Validate an html document that I wrote with document.write()

Validate an html document that I wrote with document.write() - javascript

Ok first off let me state that I know I should never do this under any circumstances for a real site. Ok. That's out of the way.
One of my coworkers was going off that Javascript is not a "real" programming language (his definition of "real" seems to be "it compiles"), because it depends on other languages to do its thing.
I told him I could write a website using nothing but javascript.
I am sure that this can be done, using document.write('') to get the doctype, and some script to create a dom and styles... but the problem is since the page is validated without JS, it can't show him that what the browser is looking at does in fact validate.
Anyone know of a way I can validate the actual source the browser is using instead of the javascript that initially loaded?

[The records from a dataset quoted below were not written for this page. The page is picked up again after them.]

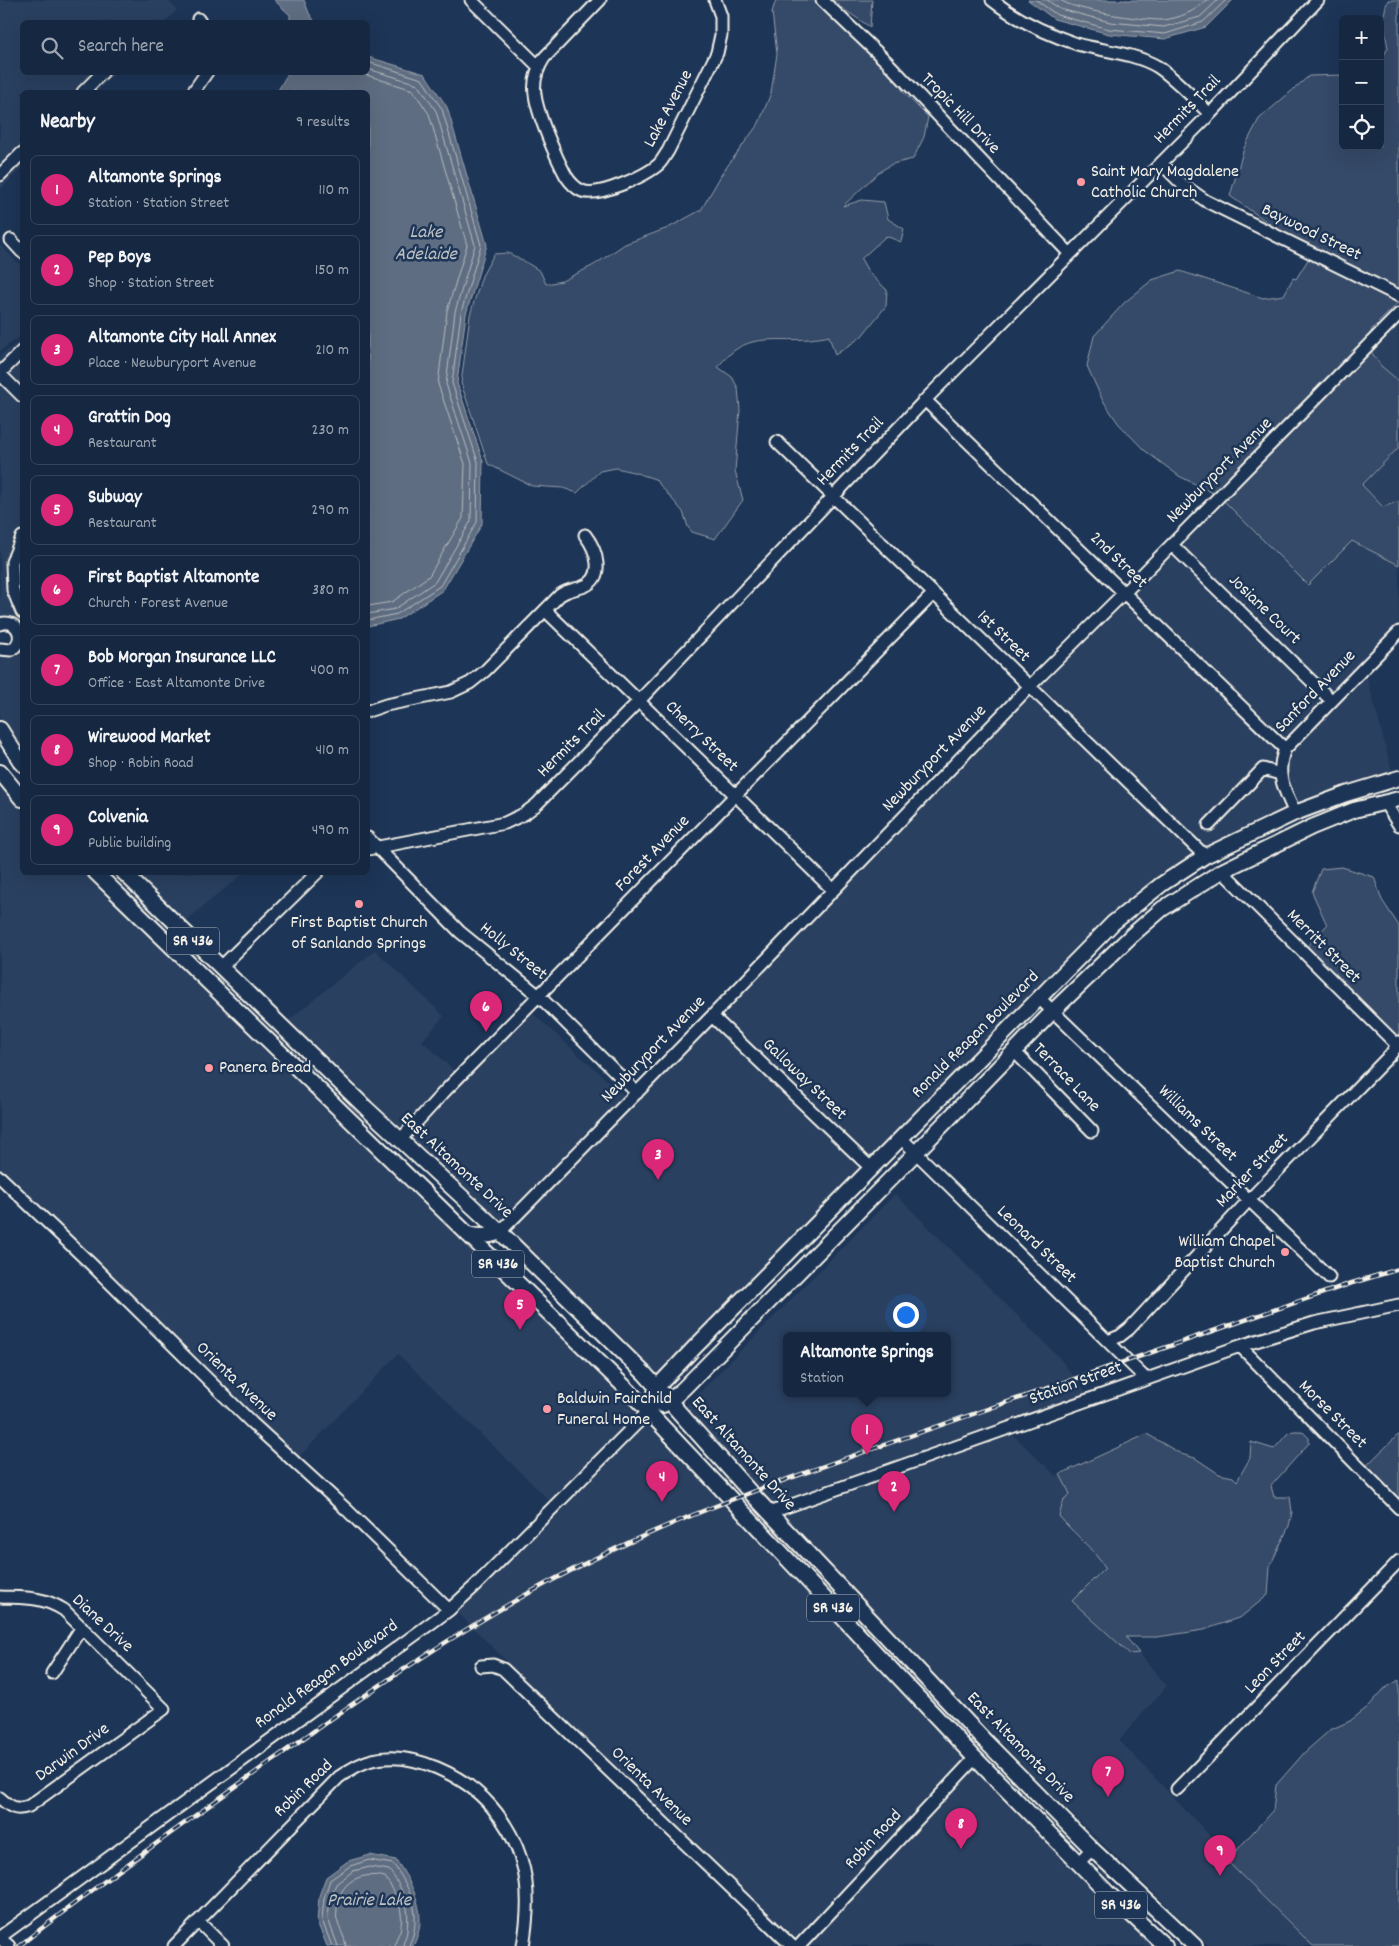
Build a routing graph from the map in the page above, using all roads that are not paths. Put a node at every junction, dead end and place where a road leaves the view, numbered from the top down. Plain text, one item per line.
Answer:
1 (471, 0) edge
2 (600, 0) edge
3 (716, 0) edge
4 (822, 0) edge
5 (992, 0) edge
6 (1318, 0) edge
7 (539, 67) junction
8 (100, 75) edge
9 (204, 75) edge
10 (85, 90) edge
11 (194, 90) edge
12 (1210, 114) junction
13 (20, 154) edge
14 (1161, 163) junction
15 (0, 175) edge
16 (11, 240) dead end
17 (20, 250) edge
18 (1070, 254) junction
19 (1399, 296) edge
20 (1399, 314) edge
21 (20, 353) edge
22 (0, 373) edge
23 (20, 394) edge
24 (925, 400) junction
25 (777, 442) dead end
26 (833, 496) junction
27 (585, 535) dead end
28 (20, 542) edge
29 (1172, 545) junction
30 (1125, 592) junction
31 (933, 594) junction
32 (20, 608) edge
33 (545, 610) junction
34 (20, 619) edge
35 (0, 624) edge
36 (17, 627) junction
37 (1399, 632) edge
38 (0, 649) edge
39 (1029, 687) junction
40 (1332, 701) junction
41 (638, 702) junction
42 (370, 709) edge
43 (0, 729) edge
44 (1285, 749) junction
45 (20, 761) edge
46 (0, 772) edge
47 (1280, 774) junction
48 (1399, 778) edge
49 (736, 795) junction
50 (20, 797) edge
51 (1399, 799) edge
52 (1385, 803) junction
53 (1295, 813) junction
54 (1209, 825) dead end
55 (1399, 825) edge
56 (372, 848) edge
57 (1205, 856) junction
58 (1222, 871) junction
59 (99, 875) edge
60 (126, 875) edge
61 (315, 875) edge
62 (833, 890) junction
63 (191, 965) junction
64 (220, 967) junction
65 (205, 979) junction
66 (237, 983) junction
67 (539, 996) junction
68 (1039, 998) junction
69 (1053, 1011) junction
70 (712, 1016) junction
71 (1398, 1045) edge
72 (1014, 1051) junction
73 (636, 1093) junction
74 (334, 1104) junction
75 (366, 1108) junction
76 (1092, 1131) dead end
77 (901, 1138) junction
78 (400, 1140) junction
79 (916, 1152) junction
80 (872, 1170) junction
81 (0, 1177) edge
82 (1250, 1199) junction
83 (500, 1232) junction
84 (467, 1234) junction
85 (1329, 1277) dead end
86 (1399, 1305) edge
87 (1108, 1341) junction
88 (1240, 1346) junction
89 (1145, 1378) junction
90 (658, 1387) junction
91 (670, 1401) junction
92 (649, 1412) junction
93 (1399, 1508) edge
94 (769, 1513) junction
95 (1399, 1561) edge
96 (814, 1590) junction
97 (846, 1594) junction
98 (0, 1597) edge
99 (449, 1610) junction
100 (844, 1620) junction
101 (82, 1627) junction
102 (877, 1627) junction
103 (481, 1666) dead end
104 (52, 1673) dead end
105 (913, 1691) junction
106 (164, 1709) joint
107 (986, 1742) junction
108 (974, 1758) junction
109 (1177, 1789) dead end
110 (1038, 1794) junction
111 (0, 1798) edge
112 (1092, 1849) junction
113 (1078, 1863) junction
114 (198, 1921) junction
115 (0, 1937) edge
116 (9, 1946) edge
117 (174, 1946) edge
118 (223, 1946) edge
119 (523, 1946) edge
120 (792, 1946) edge
121 (799, 1946) edge
122 (1165, 1946) edge
123 (1195, 1946) edge

1 - 7 street
2 - 7 street, Lake Avenue
3 - 7 street, Lake Avenue
4 - 18 street, Tropic Hill Drive
5 - 12 street
6 - 12 street, Hermits Trail
8 - 10 street
9 - 11 street
12 - 14 street, Hermits Trail
13 - 15 street
14 - 18 street, Hermits Trail
14 - 19 street, Baywood Street
16 - 17 street
18 - 24 street, Hermits Trail
20 - 29 street, Newburyport Avenue
21 - 22 street
22 - 23 street
24 - 26 street, Hermits Trail
24 - 30 street, 2nd Street
25 - 26 street, 1st Street
26 - 31 street, 1st Street
26 - 41 street, Hermits Trail
27 - 33 street
28 - 32 street
29 - 30 street, Newburyport Avenue
29 - 40 street, Josiane Court
30 - 39 street, Newburyport Avenue
30 - 44 street, 2nd Street
31 - 39 street, 1st Street
31 - 49 street, Forest Avenue
33 - 41 street, Cherry Street
33 - 42 street
34 - 36 street
35 - 36 street
36 - 38 street
37 - 40 street, Sanford Avenue
39 - 57 street, 1st Street
39 - 62 street, Newburyport Avenue
40 - 44 street, Sanford Avenue
41 - 49 street, Cherry Street
41 - 56 street, Hermits Trail
43 - 45 main road
44 - 47 street, Sanford Avenue
46 - 50 main road
47 - 53 street, Sanford Avenue
47 - 54 street
48 - 53 main road, Ronald Reagan Boulevard
49 - 62 street, Cherry Street
49 - 67 street, Forest Avenue
51 - 52 main road, Ronald Reagan Boulevard
52 - 55 street
52 - 58 main road, Ronald Reagan Boulevard
53 - 57 main road, Ronald Reagan Boulevard
56 - 67 street, Holly Street
57 - 58 main road
57 - 68 main road, Ronald Reagan Boulevard
58 - 69 main road, Ronald Reagan Boulevard
58 - 71 street, Merritt Street
59 - 63 main road, SR 436
60 - 64 main road, East Altamonte Drive / SR 436
61 - 64 street
62 - 70 street, Newburyport Avenue
63 - 64 main road
63 - 65 main road, SR 436
64 - 66 main road, East Altamonte Drive / SR 436
65 - 66 main road
65 - 74 main road, SR 436
66 - 75 main road, East Altamonte Drive / SR 436
67 - 73 street, Holly Street
67 - 78 street, Forest Avenue
68 - 69 street, Williams Street
68 - 77 main road, Ronald Reagan Boulevard
69 - 72 main road, Ronald Reagan Boulevard
69 - 82 street, Williams Street
70 - 73 street, Newburyport Avenue
70 - 80 street, Galloway Street
71 - 82 street, Marker Street
72 - 76 street, Terrace Lane
72 - 79 main road, Ronald Reagan Boulevard
73 - 83 street, Newburyport Avenue
74 - 75 main road
74 - 84 main road, SR 436
75 - 78 main road, East Altamonte Drive / SR 436
77 - 79 street, Leonard Street
77 - 80 main road, Ronald Reagan Boulevard
78 - 83 main road, East Altamonte Drive / SR 436
79 - 87 street, Leonard Street
79 - 91 main road, Ronald Reagan Boulevard
80 - 90 main road, Ronald Reagan Boulevard
81 - 99 street, Orienta Avenue
82 - 85 street, Williams Street
82 - 87 street, Marker Street
83 - 84 main road
83 - 90 main road, East Altamonte Drive / SR 436
84 - 92 main road, SR 436
86 - 88 street, Station Street
87 - 89 street, Leonard Street
88 - 89 street, Station Street
88 - 93 street, Morse Street
89 - 94 street, Station Street
90 - 91 main road, East Altamonte Drive / SR 436
90 - 92 main road, Ronald Reagan Boulevard
91 - 92 main road, Ronald Reagan Boulevard
91 - 94 main road, East Altamonte Drive / SR 436
92 - 96 main road, SR 436
92 - 99 street, Ronald Reagan Boulevard
94 - 97 main road, East Altamonte Drive / SR 436
95 - 109 street, Leon Street
96 - 97 main road
96 - 100 main road, SR 436
97 - 102 main road, East Altamonte Drive / SR 436
98 - 101 street, Diane Drive
99 - 115 street, Ronald Reagan Boulevard
100 - 102 main road
100 - 105 main road, SR 436
101 - 104 street
101 - 106 street, Diane Drive
102 - 107 main road, East Altamonte Drive / SR 436
103 - 120 street, Orienta Avenue
105 - 107 main road
105 - 108 main road, SR 436
106 - 111 street, Darwin Drive
107 - 110 main road, East Altamonte Drive / SR 436
108 - 110 main road
108 - 113 main road, SR 436
108 - 121 street, Robin Road
110 - 112 main road, East Altamonte Drive / SR 436
112 - 113 street
112 - 123 main road, East Altamonte Drive / SR 436
113 - 122 main road, SR 436
114 - 117 street, Robin Road
114 - 118 street
114 - 119 street, Robin Road
115 - 116 street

If you really want to demonstrate that JS is a "real" language, then you would probably be better off not using a browser as the foundation. A node.js server would allow you to generate an HTML document (using document.write if you like, but DOM is an option (and people have used client side libraries to manipulate a document in node.
Since the JS runs on the server, you can get the actual source from the browser via view-source or point the validator directly at the URI (so long as it is either public or you install a local copy of the validator)

Load the site in Firefox with Firebug installed. Fire up the "HTML" view and rightclick on the <html> node and select "copy HTML".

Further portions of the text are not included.